Determinants of CpG Islands: Expression in Early Embryo and Isochore Structure

Abstract
In an attempt to understand the origin of CpG islands (CGIs) in mammalian genomes, we have studied their location and structure according to the expression pattern of genes and to the G + C content of isochores in which they are embedded. We show that CGIs located over the transcription start site (named start CGIs) are very different structurally from the others (named no-start CGIs): (1) 61.6% of the no-start CGIs are due to repeated sequences (79 % are due to Alus), whereas only 5.6% of the start CGIs are due to such repeats; (2) start CGIs are longer and display a higher CpGo/e ratio and G + C level than no-start CGIs.

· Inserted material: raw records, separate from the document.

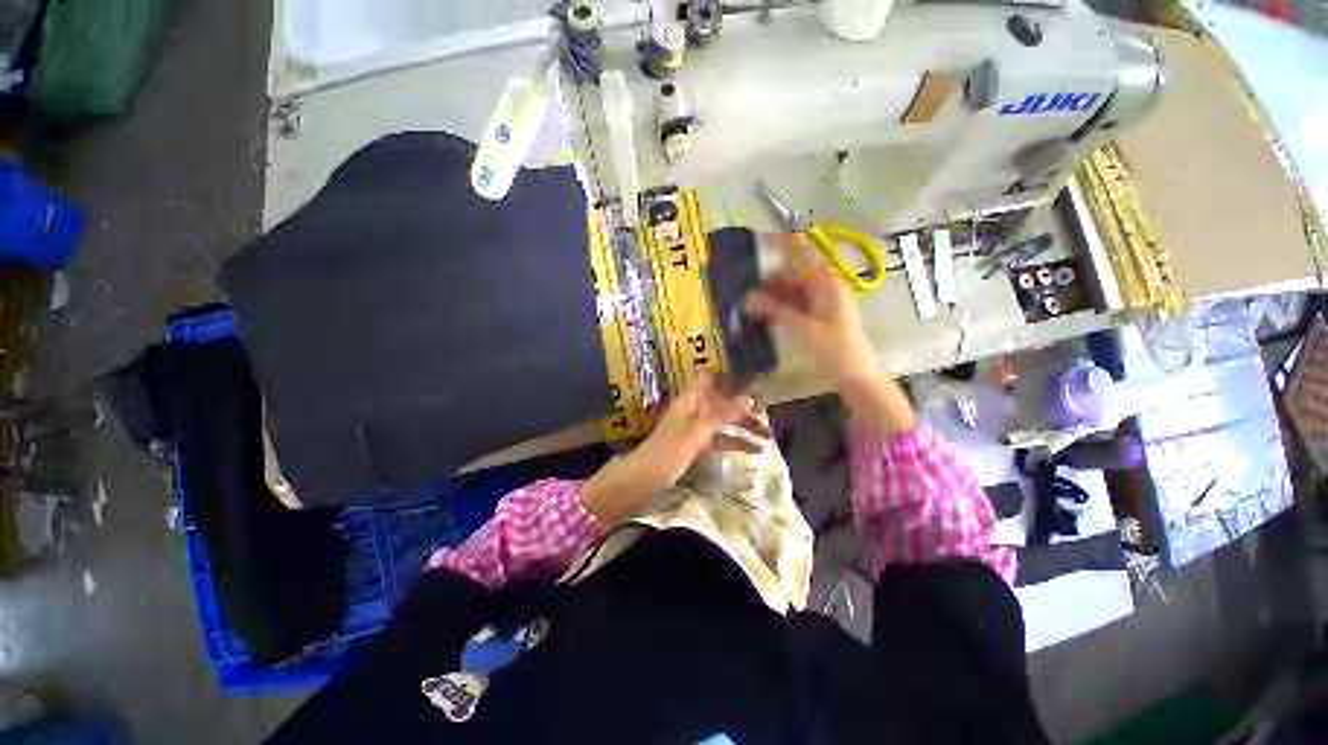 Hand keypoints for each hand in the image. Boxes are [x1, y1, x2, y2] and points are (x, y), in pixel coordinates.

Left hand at [640, 372, 760, 483]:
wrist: (645, 477)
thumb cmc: (669, 450)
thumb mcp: (697, 431)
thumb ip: (722, 414)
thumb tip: (750, 399)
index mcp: (691, 398)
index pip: (710, 377)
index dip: (729, 374)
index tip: (753, 376)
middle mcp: (695, 408)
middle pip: (722, 400)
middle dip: (744, 405)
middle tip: (768, 410)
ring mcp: (696, 426)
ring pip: (724, 420)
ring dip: (744, 426)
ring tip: (769, 436)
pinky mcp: (697, 443)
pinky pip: (720, 438)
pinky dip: (736, 442)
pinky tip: (755, 450)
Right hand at [746, 243, 915, 436]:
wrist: (855, 375)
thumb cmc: (833, 349)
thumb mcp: (802, 329)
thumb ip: (774, 310)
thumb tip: (747, 297)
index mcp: (826, 282)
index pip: (801, 253)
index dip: (780, 244)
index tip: (757, 241)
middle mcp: (824, 285)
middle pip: (793, 273)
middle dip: (768, 279)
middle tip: (743, 287)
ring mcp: (821, 300)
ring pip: (791, 289)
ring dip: (771, 294)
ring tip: (747, 301)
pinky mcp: (818, 314)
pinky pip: (795, 302)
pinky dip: (779, 305)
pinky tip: (762, 312) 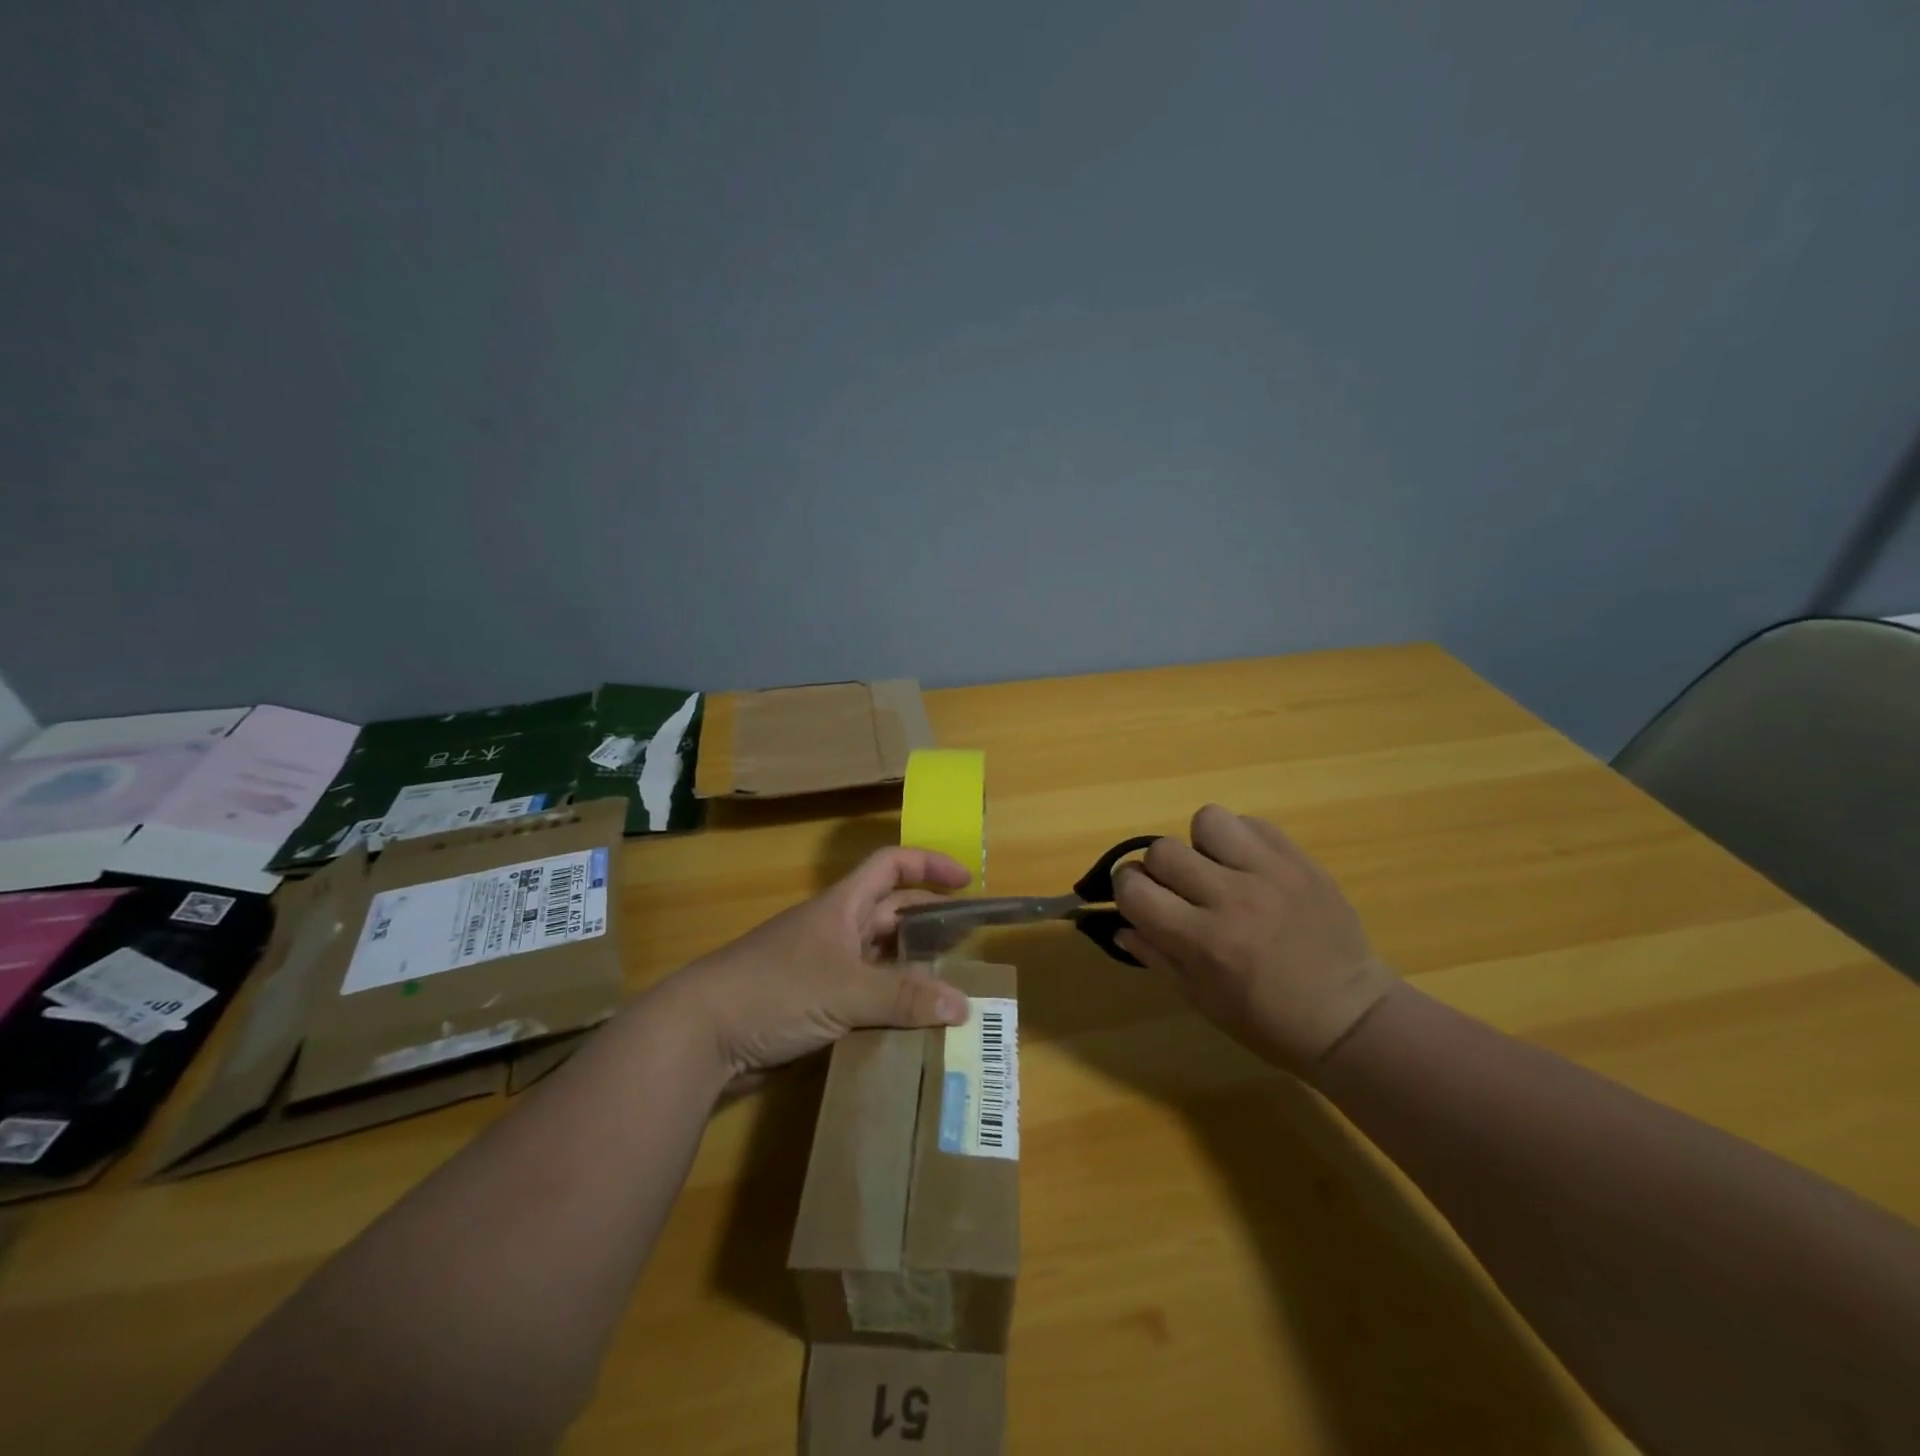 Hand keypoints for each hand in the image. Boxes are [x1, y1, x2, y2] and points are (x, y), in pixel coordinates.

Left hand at [655, 847, 973, 1081]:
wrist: (702, 1034)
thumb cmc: (776, 989)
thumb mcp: (846, 989)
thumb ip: (905, 997)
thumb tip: (964, 1006)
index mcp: (842, 906)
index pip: (891, 866)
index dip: (928, 865)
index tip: (966, 882)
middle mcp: (836, 930)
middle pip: (891, 914)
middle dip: (930, 923)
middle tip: (969, 945)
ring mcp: (824, 968)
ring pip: (880, 960)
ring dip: (913, 971)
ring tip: (952, 990)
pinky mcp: (814, 1005)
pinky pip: (865, 997)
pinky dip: (890, 1006)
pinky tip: (913, 1027)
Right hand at [1112, 804, 1397, 1073]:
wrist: (1349, 1017)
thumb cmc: (1267, 1021)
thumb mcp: (1200, 999)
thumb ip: (1155, 954)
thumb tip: (1119, 923)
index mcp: (1203, 941)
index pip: (1134, 888)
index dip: (1128, 891)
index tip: (1141, 901)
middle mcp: (1231, 899)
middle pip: (1163, 850)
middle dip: (1160, 870)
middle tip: (1180, 891)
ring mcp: (1269, 873)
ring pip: (1207, 820)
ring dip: (1202, 845)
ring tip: (1218, 871)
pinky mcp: (1299, 860)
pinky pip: (1252, 823)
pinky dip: (1241, 840)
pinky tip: (1250, 868) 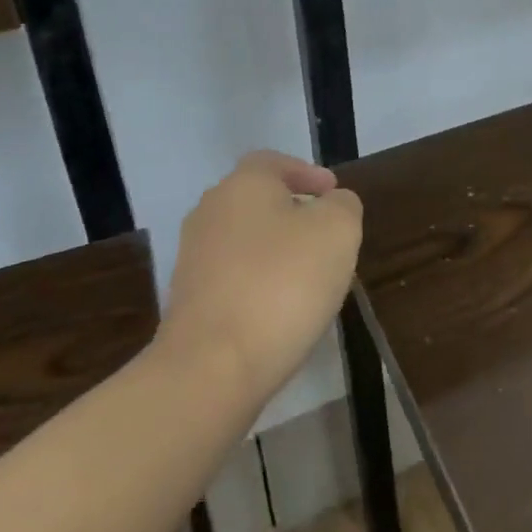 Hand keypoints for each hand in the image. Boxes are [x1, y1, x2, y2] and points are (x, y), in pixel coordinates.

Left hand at [161, 152, 362, 402]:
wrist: (211, 369)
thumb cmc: (282, 284)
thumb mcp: (338, 231)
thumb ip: (343, 205)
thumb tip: (334, 204)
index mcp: (242, 185)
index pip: (272, 162)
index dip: (306, 173)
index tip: (332, 194)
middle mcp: (210, 213)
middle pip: (257, 201)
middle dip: (293, 213)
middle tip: (327, 235)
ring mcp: (193, 259)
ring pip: (245, 241)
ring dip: (277, 251)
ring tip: (311, 276)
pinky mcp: (188, 302)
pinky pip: (233, 278)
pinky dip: (259, 284)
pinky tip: (283, 310) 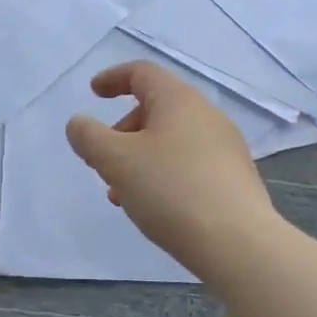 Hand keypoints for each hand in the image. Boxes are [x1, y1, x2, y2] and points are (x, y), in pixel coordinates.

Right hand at [65, 61, 276, 272]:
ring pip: (171, 141)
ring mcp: (225, 148)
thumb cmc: (171, 190)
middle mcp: (207, 116)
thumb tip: (79, 123)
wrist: (238, 243)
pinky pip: (189, 165)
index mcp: (179, 100)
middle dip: (122, 131)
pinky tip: (154, 208)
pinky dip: (163, 175)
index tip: (93, 93)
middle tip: (103, 161)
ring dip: (139, 159)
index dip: (113, 78)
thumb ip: (89, 137)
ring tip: (122, 194)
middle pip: (156, 108)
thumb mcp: (116, 160)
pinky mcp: (234, 179)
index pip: (142, 72) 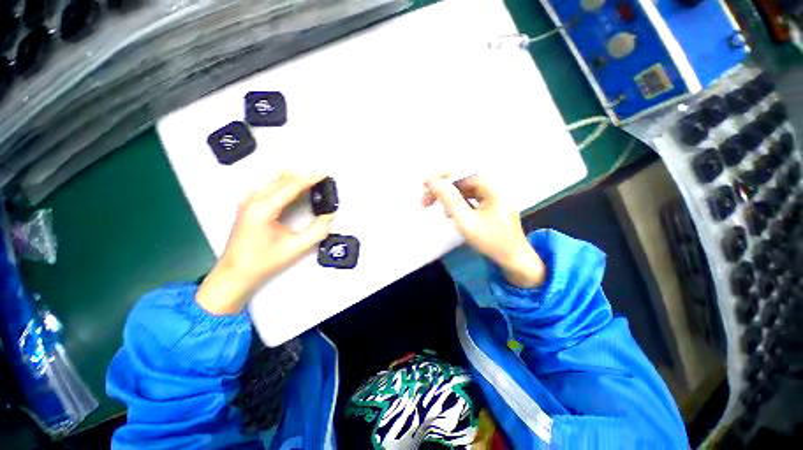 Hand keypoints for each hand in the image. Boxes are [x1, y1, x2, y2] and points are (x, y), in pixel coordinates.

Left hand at [197, 173, 333, 314]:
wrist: (235, 273)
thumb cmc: (263, 262)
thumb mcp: (295, 248)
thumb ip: (317, 231)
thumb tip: (329, 216)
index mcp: (264, 208)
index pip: (291, 185)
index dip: (310, 178)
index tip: (326, 174)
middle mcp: (254, 199)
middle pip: (283, 177)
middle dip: (304, 177)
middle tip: (322, 182)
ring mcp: (249, 200)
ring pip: (275, 179)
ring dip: (295, 179)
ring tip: (312, 186)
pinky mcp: (249, 204)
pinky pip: (270, 185)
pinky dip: (286, 184)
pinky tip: (296, 193)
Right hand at [423, 175, 544, 287]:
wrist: (514, 261)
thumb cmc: (491, 241)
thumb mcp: (466, 221)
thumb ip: (449, 200)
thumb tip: (433, 181)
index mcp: (492, 187)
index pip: (462, 172)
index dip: (441, 176)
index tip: (424, 185)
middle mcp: (493, 188)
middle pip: (462, 181)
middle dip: (442, 189)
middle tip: (425, 200)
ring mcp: (493, 197)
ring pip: (464, 191)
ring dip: (448, 197)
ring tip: (433, 206)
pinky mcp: (490, 207)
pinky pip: (470, 199)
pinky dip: (457, 204)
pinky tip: (448, 213) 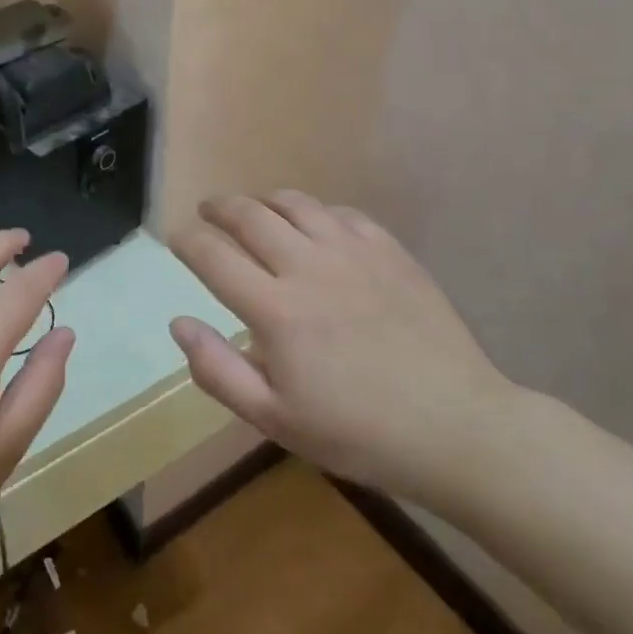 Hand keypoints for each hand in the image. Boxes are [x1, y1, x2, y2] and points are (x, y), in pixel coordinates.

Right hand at [168, 192, 516, 510]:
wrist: (456, 427)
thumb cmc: (358, 433)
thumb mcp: (275, 419)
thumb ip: (218, 370)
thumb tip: (179, 323)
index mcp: (276, 310)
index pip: (214, 256)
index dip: (187, 241)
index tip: (176, 238)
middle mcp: (309, 267)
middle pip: (250, 215)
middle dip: (218, 207)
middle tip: (207, 211)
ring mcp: (353, 253)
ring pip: (295, 204)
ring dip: (263, 201)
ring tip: (254, 209)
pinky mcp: (390, 251)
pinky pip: (341, 213)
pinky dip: (315, 211)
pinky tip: (314, 226) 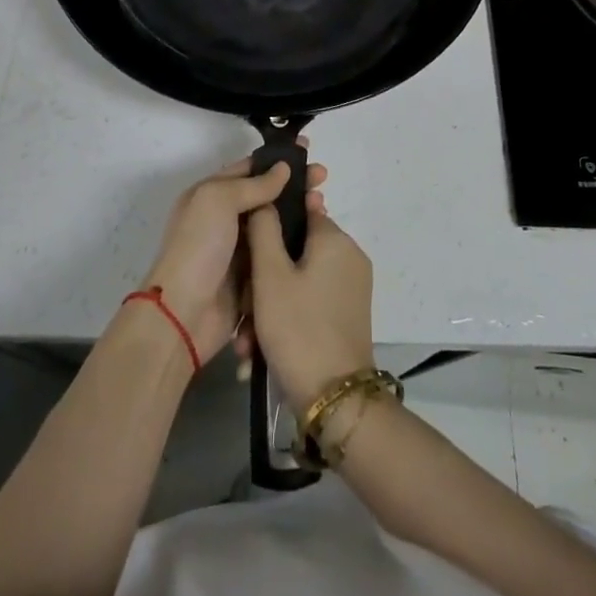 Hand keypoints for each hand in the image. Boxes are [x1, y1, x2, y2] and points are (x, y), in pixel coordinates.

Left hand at [141, 153, 326, 366]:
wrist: (183, 315)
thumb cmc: (198, 247)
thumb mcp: (218, 201)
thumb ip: (253, 184)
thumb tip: (283, 168)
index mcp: (211, 195)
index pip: (249, 169)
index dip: (277, 160)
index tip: (308, 152)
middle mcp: (225, 219)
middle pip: (266, 195)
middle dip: (294, 185)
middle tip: (323, 178)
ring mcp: (240, 250)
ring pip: (276, 225)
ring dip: (299, 213)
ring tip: (324, 206)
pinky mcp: (253, 278)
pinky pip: (279, 254)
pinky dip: (296, 245)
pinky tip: (318, 237)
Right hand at [245, 203, 374, 410]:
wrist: (335, 397)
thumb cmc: (298, 328)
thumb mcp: (270, 276)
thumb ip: (264, 230)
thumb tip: (267, 199)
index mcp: (335, 238)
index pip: (299, 211)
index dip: (269, 228)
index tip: (246, 253)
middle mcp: (349, 256)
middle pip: (296, 251)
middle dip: (264, 278)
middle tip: (243, 309)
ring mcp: (352, 287)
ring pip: (299, 281)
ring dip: (270, 305)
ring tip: (248, 341)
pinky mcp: (349, 314)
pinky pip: (311, 302)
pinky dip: (287, 318)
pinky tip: (260, 351) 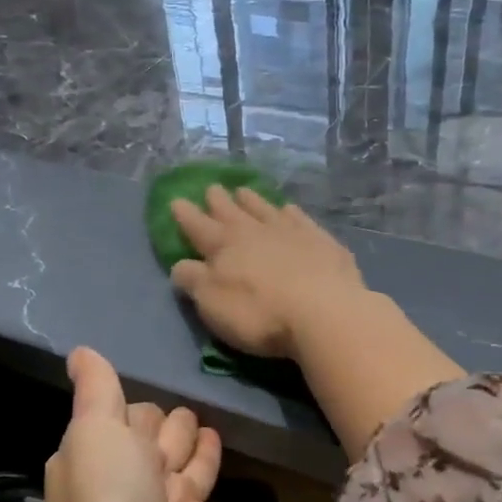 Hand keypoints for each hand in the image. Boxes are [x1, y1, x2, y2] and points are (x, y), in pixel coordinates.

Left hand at [40, 347, 220, 501]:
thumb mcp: (95, 432)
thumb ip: (96, 390)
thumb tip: (78, 351)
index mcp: (96, 452)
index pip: (125, 413)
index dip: (138, 409)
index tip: (150, 401)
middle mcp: (126, 476)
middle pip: (154, 434)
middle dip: (166, 423)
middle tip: (183, 415)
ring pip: (179, 457)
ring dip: (189, 438)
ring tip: (204, 423)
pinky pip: (203, 483)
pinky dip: (208, 462)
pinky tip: (218, 443)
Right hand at [169, 186, 369, 359]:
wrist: (325, 312)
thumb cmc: (260, 314)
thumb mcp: (213, 304)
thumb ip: (194, 281)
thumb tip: (181, 265)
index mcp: (224, 246)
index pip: (198, 226)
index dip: (185, 215)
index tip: (176, 201)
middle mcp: (255, 231)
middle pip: (232, 211)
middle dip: (218, 201)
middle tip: (212, 188)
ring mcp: (291, 232)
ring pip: (265, 209)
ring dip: (252, 200)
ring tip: (243, 191)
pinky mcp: (321, 241)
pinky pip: (300, 219)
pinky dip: (290, 213)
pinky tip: (289, 210)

The frequency of tissue-specific genes associated to a start CGI varies according to the genomic G + C content, from 25% in G + C-poor isochores to 64% in G + C-rich isochores. Conversely, the frequency of housekeeping genes associated to a start CGI (90%) is independent of the isochore context. Interestingly, the structure of start CGIs is very similar for tissue-specific and housekeeping genes. Moreover, 93% of genes expressed in early embryo are found to exhibit a CpG island over their transcription start point. These observations are consistent with the hypothesis that the occurrence of these CGIs is the consequence of gene expression at this stage, when the methylation pattern is installed.